══ Entries provided

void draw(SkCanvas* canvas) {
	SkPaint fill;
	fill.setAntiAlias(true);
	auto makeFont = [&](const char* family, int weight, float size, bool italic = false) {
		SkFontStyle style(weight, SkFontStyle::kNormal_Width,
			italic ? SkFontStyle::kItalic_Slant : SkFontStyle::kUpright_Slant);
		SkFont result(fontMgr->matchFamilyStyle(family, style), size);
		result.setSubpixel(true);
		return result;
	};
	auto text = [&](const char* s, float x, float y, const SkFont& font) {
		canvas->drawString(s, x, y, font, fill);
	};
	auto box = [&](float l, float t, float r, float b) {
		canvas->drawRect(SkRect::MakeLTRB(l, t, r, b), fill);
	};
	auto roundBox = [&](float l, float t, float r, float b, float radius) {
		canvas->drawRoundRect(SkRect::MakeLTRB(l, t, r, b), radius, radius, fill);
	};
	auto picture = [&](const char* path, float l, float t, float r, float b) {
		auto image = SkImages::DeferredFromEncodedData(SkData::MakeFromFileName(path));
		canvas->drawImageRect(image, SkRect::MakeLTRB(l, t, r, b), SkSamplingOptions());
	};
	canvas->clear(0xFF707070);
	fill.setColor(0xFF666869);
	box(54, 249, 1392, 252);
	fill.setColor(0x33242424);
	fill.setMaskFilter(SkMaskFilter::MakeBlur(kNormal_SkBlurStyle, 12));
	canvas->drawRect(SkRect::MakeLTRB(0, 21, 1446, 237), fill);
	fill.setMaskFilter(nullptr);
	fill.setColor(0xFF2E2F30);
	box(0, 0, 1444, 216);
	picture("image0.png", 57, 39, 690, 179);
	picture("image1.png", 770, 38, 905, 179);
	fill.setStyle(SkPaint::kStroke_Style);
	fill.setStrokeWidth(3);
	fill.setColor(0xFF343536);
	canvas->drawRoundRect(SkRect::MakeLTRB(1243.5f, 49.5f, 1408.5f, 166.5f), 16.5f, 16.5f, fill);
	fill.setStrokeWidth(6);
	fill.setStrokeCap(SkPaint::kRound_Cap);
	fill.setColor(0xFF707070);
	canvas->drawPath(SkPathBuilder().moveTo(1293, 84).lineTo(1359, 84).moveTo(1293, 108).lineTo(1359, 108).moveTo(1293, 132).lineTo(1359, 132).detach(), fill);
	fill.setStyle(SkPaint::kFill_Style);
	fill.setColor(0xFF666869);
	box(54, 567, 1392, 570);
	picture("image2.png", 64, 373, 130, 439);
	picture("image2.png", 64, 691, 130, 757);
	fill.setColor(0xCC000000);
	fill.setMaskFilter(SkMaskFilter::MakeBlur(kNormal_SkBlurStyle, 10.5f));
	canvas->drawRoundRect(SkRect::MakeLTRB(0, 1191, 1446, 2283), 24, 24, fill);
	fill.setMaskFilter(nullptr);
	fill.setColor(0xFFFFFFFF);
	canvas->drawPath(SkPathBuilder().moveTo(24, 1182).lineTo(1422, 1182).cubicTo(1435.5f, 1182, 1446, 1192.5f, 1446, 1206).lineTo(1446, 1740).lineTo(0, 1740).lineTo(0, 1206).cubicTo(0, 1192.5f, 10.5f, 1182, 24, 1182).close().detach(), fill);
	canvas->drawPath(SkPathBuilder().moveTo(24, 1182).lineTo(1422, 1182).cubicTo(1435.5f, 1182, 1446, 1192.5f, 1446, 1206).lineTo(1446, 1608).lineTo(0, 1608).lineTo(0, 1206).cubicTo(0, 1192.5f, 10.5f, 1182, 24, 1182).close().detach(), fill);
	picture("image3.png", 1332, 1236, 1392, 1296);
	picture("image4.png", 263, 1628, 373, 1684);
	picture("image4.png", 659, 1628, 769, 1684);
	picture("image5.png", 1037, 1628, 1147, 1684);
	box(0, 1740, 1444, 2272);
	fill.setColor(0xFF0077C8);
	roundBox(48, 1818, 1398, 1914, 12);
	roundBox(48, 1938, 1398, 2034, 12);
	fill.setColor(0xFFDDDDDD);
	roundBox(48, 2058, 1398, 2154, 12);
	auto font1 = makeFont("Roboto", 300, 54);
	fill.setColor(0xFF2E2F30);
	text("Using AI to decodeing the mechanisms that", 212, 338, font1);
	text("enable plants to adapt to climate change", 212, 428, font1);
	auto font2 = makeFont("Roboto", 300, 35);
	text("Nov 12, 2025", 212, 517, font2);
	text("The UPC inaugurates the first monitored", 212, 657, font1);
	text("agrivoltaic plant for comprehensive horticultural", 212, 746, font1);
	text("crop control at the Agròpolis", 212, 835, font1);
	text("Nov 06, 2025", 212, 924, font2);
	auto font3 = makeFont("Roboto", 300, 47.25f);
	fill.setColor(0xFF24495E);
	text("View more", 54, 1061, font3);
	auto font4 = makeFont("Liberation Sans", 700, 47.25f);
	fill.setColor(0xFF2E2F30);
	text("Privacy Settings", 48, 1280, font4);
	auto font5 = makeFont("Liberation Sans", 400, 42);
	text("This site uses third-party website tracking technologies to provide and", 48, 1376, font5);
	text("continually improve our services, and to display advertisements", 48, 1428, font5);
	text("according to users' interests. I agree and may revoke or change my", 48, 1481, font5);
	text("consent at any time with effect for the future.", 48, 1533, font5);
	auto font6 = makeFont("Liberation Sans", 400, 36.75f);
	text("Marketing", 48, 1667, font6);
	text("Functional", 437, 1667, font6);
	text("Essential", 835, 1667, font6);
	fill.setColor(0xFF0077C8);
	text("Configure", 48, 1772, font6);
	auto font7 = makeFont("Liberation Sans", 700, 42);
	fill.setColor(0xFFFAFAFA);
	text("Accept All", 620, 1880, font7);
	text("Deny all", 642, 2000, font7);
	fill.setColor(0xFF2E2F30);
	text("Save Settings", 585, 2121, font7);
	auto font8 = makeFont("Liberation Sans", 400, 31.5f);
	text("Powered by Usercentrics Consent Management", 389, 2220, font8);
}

════

**What the task requires**
Please report every line of the listing that contains the string "italic".

**Response below**
	auto makeFont = [&](const char* family, int weight, float size, bool italic = false) {
			italic ? SkFontStyle::kItalic_Slant : SkFontStyle::kUpright_Slant);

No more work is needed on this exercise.